Os fundos de pensão, nesse esquema, funcionam como foco de influência e captação de recursos, como o recente escândalo do Bancoop revela. Porém, ele revela um outro fato, para mim muito mais importante, porém obviamente pouco explorado pela imprensa conservadora. O PT passa a roubar da própria classe da qual é oriunda, e à qual diz representar, a classe trabalhadora. Os grandes sindicatos, a CUT e até mesmo o MST foram mantidos sob controle, não por chantagem ou repressão, mas pelo simples fatos de serem parceiros do atual governo. A CUT sempre foi o braço sindical do PT, isso é de domínio público. Dizer que a CUT se tornou “pelega” significa tão somente a decorrência lógica desse fato. Não foi compra nem cooptação, pois ambos, CUT e PT, partilham dos mesmos princípios. A CUT é a própria personificação da aristocracia operária. O que isso demonstra de forma nítida, e de importância sociológica fundamental, é que os líderes sindicais vinculados ao PT deixaram, há muito, de ser representantes das suas categorias e da classe trabalhadora de modo geral. Eles se tornaram, isso sim, uma fração da classe dominante, uma nova elite que, do mesmo modo que o PT, credencia-se ao poder pelo ativo da “representação” dos trabalhadores e a força política e os recursos econômicos daí advindos, mesmo que pelo meio da pilhagem.

Isso fica ainda mais óbvio quando analisamos a mudança da posição histórica do PT contra o imposto sindical. É esse imposto que financia a elite sindical e a permite viver eternamente do sindicalismo, afastado do dia-a-dia da classe que diz representar, e absolutamente descompromissada com a defesa dos interesses e direitos da mesma. A nossa estrutura sindical foi habilmente montada pelo falecido Getúlio Vargas para submeter e apaziguar a classe operária, tendo a liderança sindical como intermediária (daí o termo “pelego”, que é originalmente a sela que é usada para apoiar o cavaleiro sobre o cavalo, ou seja, o “intermediário” que torna a montadura mais suave para o cavalo e o cavaleiro).

Como ouvi certa vez de um trabalhador de linha de montagem, um proletário clássico: essa estrutura sindical desenhada para promover o peleguismo tem como sua pedra fundamental o imposto sindical compulsório, pago mesmo pelos trabalhadores não sindicalizados. Ele garante a sobrevivência do sindicato, enriquece a ele e aos seus dirigentes, torna-os subsidiários e, consequentemente, sustentáculos do sistema e, por fim, desobriga-os de defender sua classe de origem. Ele concluiu: se a contribuição fosse voluntária, os sindicatos precisariam correr atrás da filiação e contribuição do trabalhador, e para isso teriam que mostrar “serviço”. Teriam de ser muito mais aguerridos, coerentes e radicais na defesa de suas categoria e classe. Acabaria, portanto, essa promiscuidade com governos populistas como foram os da República Média (entre 1945 e 1964) e, agora, do governo Lula. Não se pode nem mesmo dizer que seja um fenômeno recente, portanto.
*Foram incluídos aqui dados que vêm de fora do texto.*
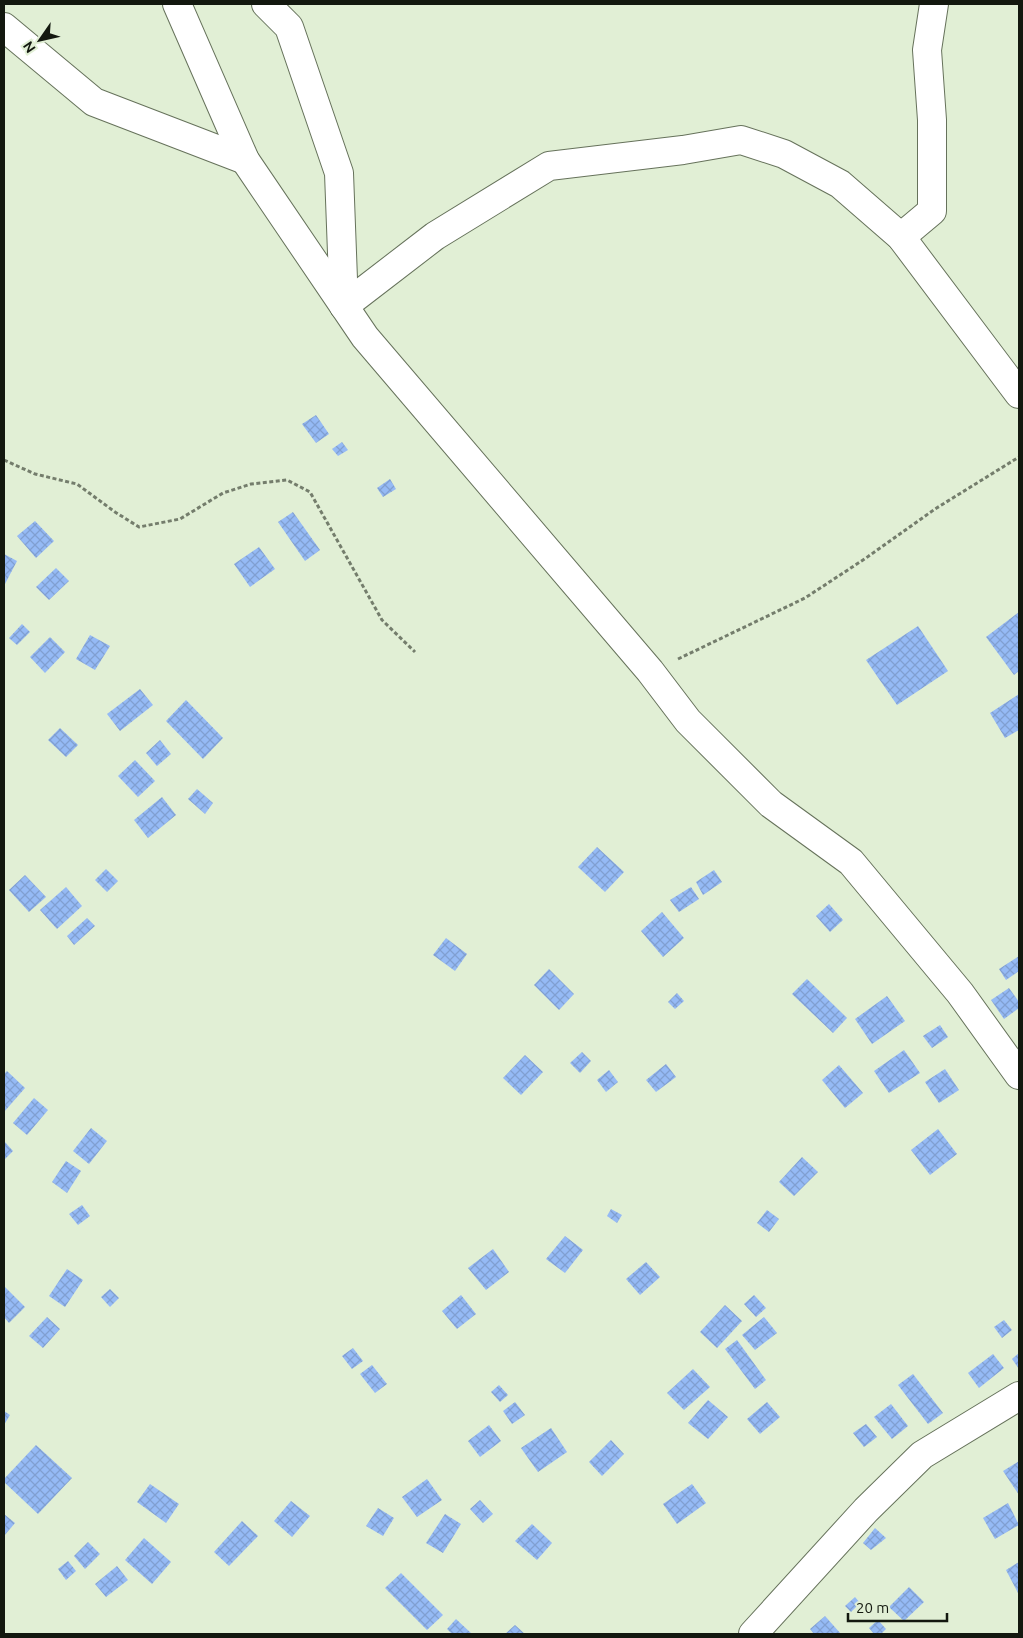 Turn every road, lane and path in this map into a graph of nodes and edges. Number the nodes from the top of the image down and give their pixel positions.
1 (176, 4) edge
2 (266, 4) edge
3 (934, 4) edge
4 (4, 27) edge
5 (245, 160) junction
6 (901, 237) junction
7 (344, 306) junction
8 (1019, 394) edge
9 (1019, 457) edge
10 (4, 460) edge
11 (415, 652) dead end
12 (650, 671) junction
13 (1019, 1075) edge
14 (1019, 1396) edge
15 (753, 1634) edge

1 - 5 street
2 - 7 street
3 - 6 street
4 - 5 street
5 - 7 street
6 - 7 street
6 - 8 street
7 - 12 street
9 - 12 path
10 - 11 path
12 - 13 street
14 - 15 street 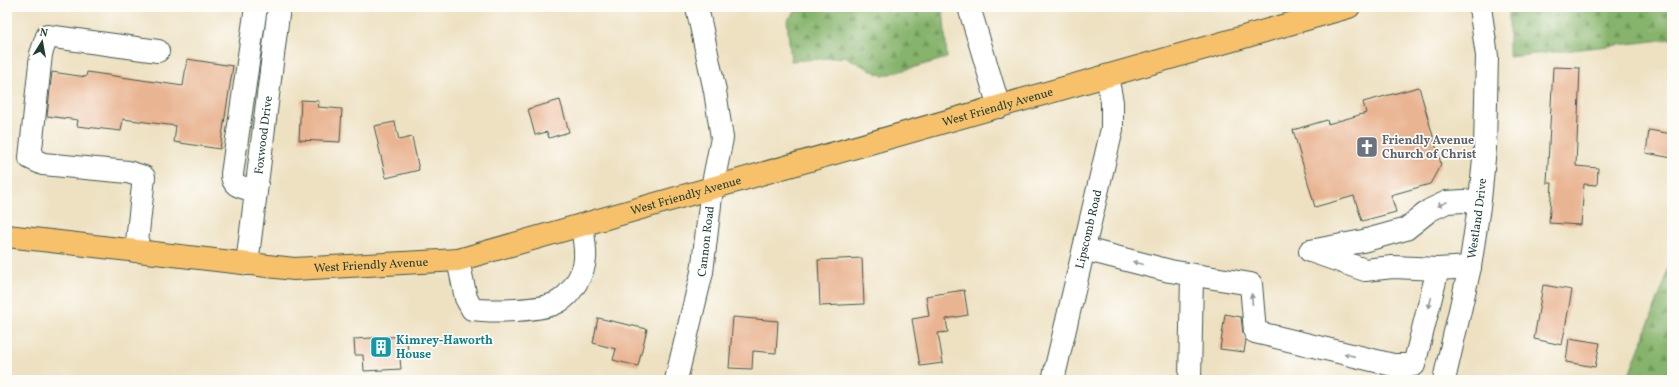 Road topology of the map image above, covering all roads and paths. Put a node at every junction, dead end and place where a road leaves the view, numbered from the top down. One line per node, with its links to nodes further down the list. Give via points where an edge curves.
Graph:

Essa domesticação dos sindicatos, verificável em todas as democracias ocidentais modernas, resultou precisamente da elitização e aristocratização de sua liderança, resultando em elite sindical moderada, de retórica por vezes afiada, mas prática conservadora, pois não apresenta um desafio de fato à estrutura política e econômica desses países. No século XIX os sindicatos arrecadavam dinheiro justamente para proteger os trabalhadores nos momentos mais críticos – naquela época, não se podia contar com o salário em caso de greve. Isso só era possível porque então os sindicatos eram genuinamente constituídos pelos trabalhadores. O que era um instrumento de luta, com a moderna estrutura sindical tornou-se um instrumento de enriquecimento. Se no século XIX as greves eram momentos de enfrentamento, hoje elas são acontecimentos pontuais destinados a obter concessões pontuais da classe dominante, ou questionar injustiças mais flagrantes. Foi assim que, graças à social democracia e domesticação do pós-Guerra, à qual apenas os Partidos Comunistas opunham resistência, a luta por justiça social passou a viver numa estéril e falsa dicotomia entre legalismo e revolução violenta. A esquerda radical vive de pregar a revolução armada, mesmo que jamais tenha as condições ou disposição de fazê-lo, alienando-se completamente da classe da qual diz ser vanguarda. Os grandes sindicatos e partidos “dos” trabalhadores, por sua vez, jamais ousam questionar a legalidade, mesmo que por meios pacíficos e de modo não-violento. O princípio da não-violência e da resistência pacífica foi completamente abandonado e esquecido.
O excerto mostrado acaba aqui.